**Instructions for the task:** Any image in the records should be left out; output everything else exactly.

**Data to examine:**
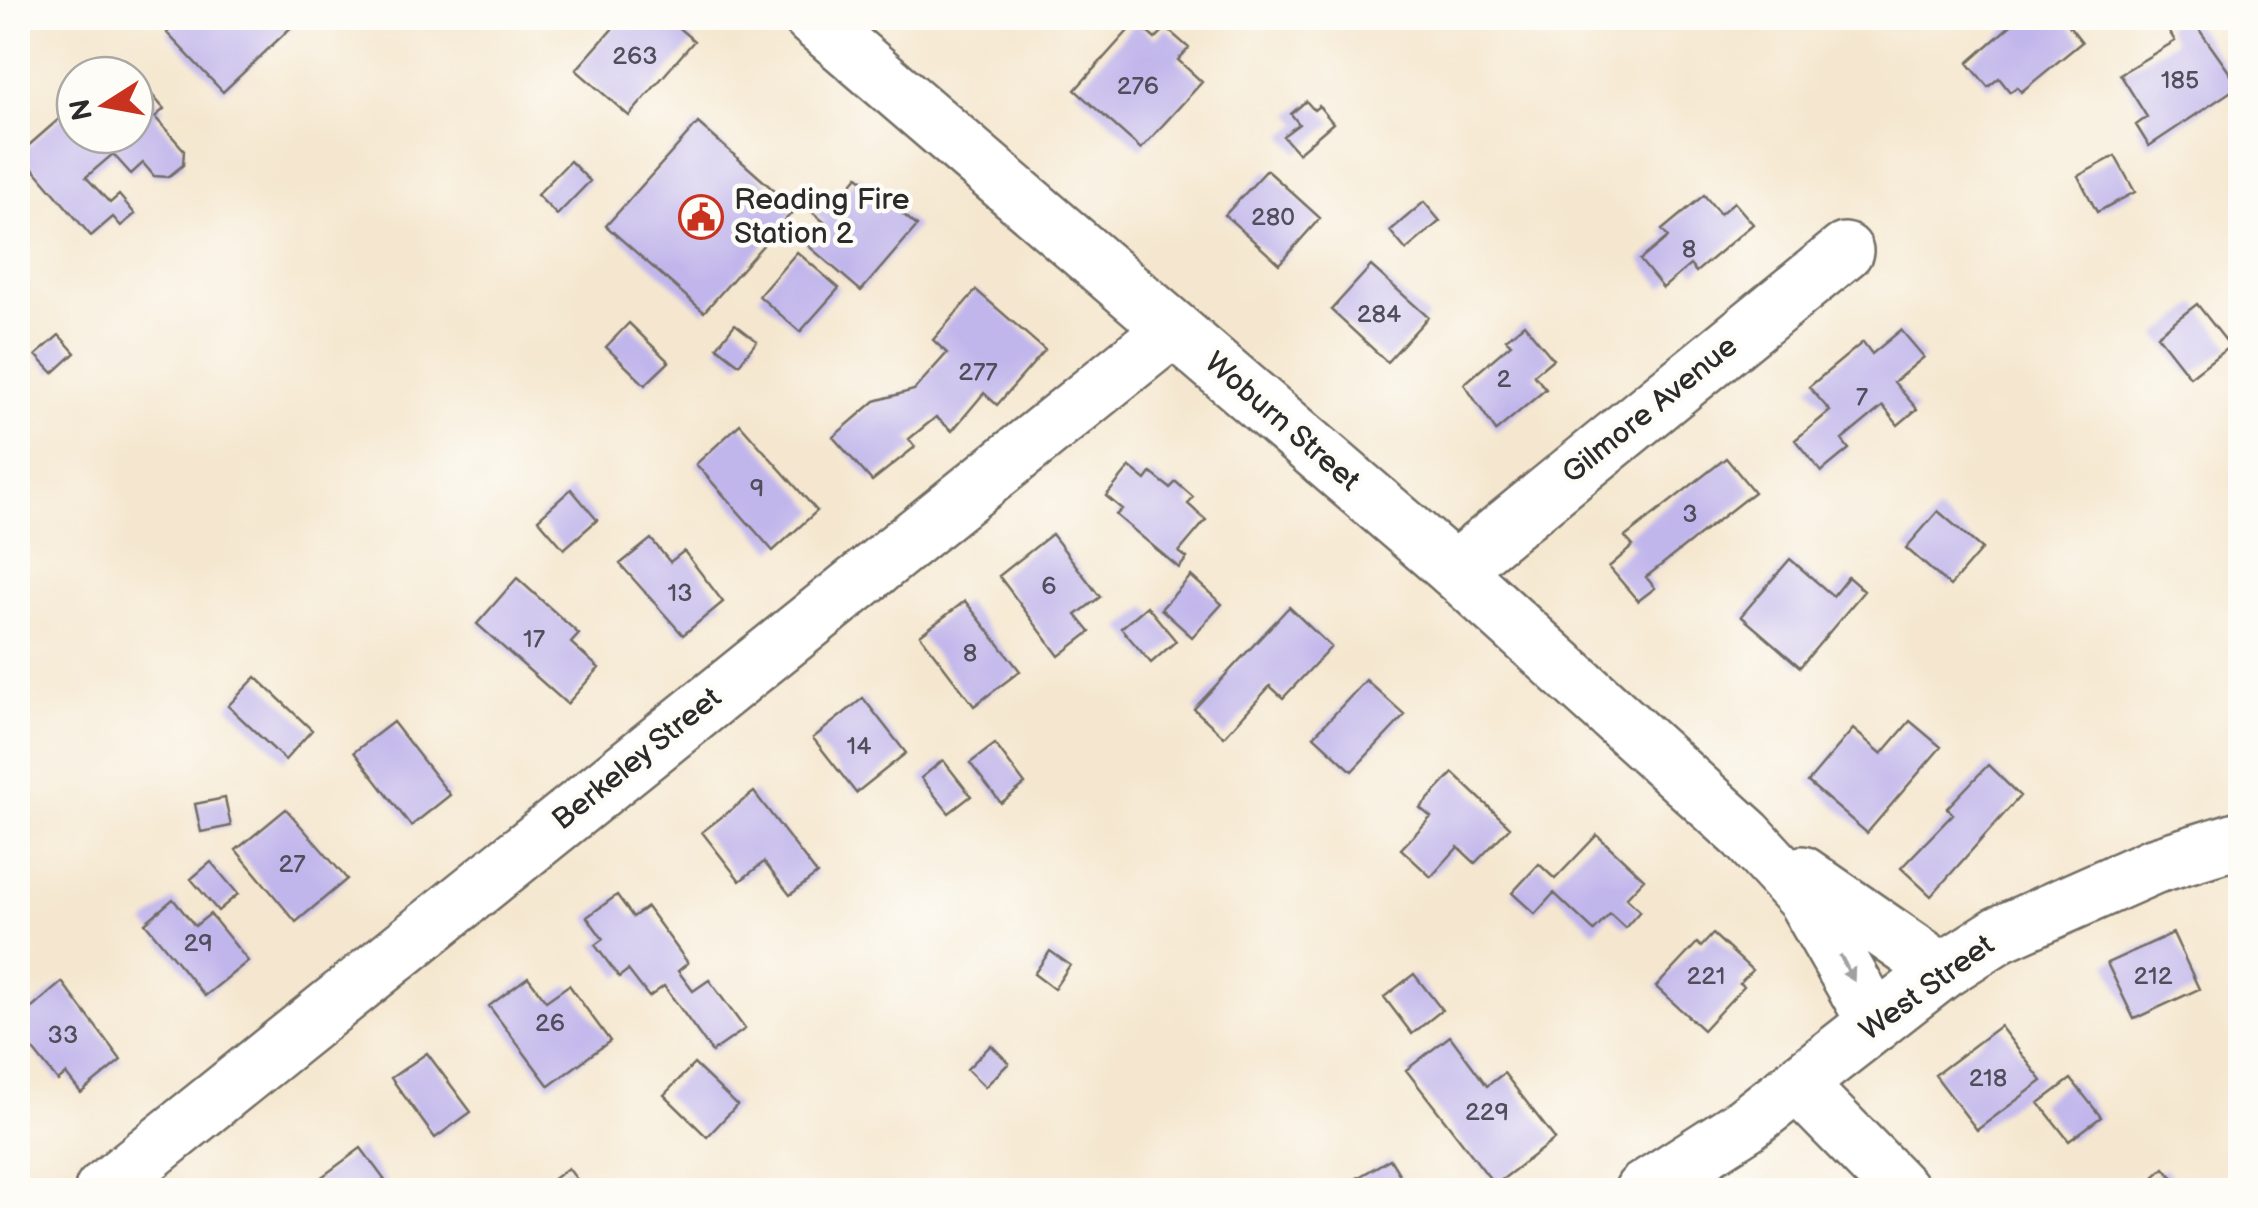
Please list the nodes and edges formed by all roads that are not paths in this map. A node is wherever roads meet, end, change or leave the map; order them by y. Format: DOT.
graph roads {
  1 [pos="812,18"];
  2 [pos="1846,251"];
  3 [pos="1173,330"];
  4 [pos="1454,570"];
  5 [pos="1746,835"];
  6 [pos="2240,840"];
  7 [pos="1942,971"];
  8 [pos="1876,1023"];
  9 [pos="1798,1085"];
  10 [pos="103,1190"];
  11 [pos="1643,1190"];
  12 [pos="1901,1190"];
  1 -- 3 [label="street, Woburn Street"];
  2 -- 4 [label="street, Gilmore Avenue"];
  3 -- 4 [label="street, Woburn Street"];
  3 -- 10 [label="street, Berkeley Street"];
  4 -- 5 [label="street, Woburn Street"];
  5 -- 7 [label="street, Woburn Street"];
  5 -- 8 [label="street, Woburn Street, one-way"];
  6 -- 7 [label="street, West Street"];
  7 -- 8 [label="street, West Street"];
  8 -- 9 [label="street, West Street"];
  9 -- 11 [label="street, West Street"];
  9 -- 12 [label="street"];
}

**Result for this task:**
Please list the nodes and edges formed by all roads that are not paths in this map. A node is wherever roads meet, end, change or leave the map; order them by y. Format: DOT.
graph roads {
  1 [pos="812,18"];
  2 [pos="1846,251"];
  3 [pos="1173,330"];
  4 [pos="1454,570"];
  5 [pos="1746,835"];
  6 [pos="2240,840"];
  7 [pos="1942,971"];
  8 [pos="1876,1023"];
  9 [pos="1798,1085"];
  10 [pos="103,1190"];
  11 [pos="1643,1190"];
  12 [pos="1901,1190"];
  1 -- 3 [label="street, Woburn Street"];
  2 -- 4 [label="street, Gilmore Avenue"];
  3 -- 4 [label="street, Woburn Street"];
  3 -- 10 [label="street, Berkeley Street"];
  4 -- 5 [label="street, Woburn Street"];
  5 -- 7 [label="street, Woburn Street"];
  5 -- 8 [label="street, Woburn Street, one-way"];
  6 -- 7 [label="street, West Street"];
  7 -- 8 [label="street, West Street"];
  8 -- 9 [label="street, West Street"];
  9 -- 11 [label="street, West Street"];
  9 -- 12 [label="street"];
}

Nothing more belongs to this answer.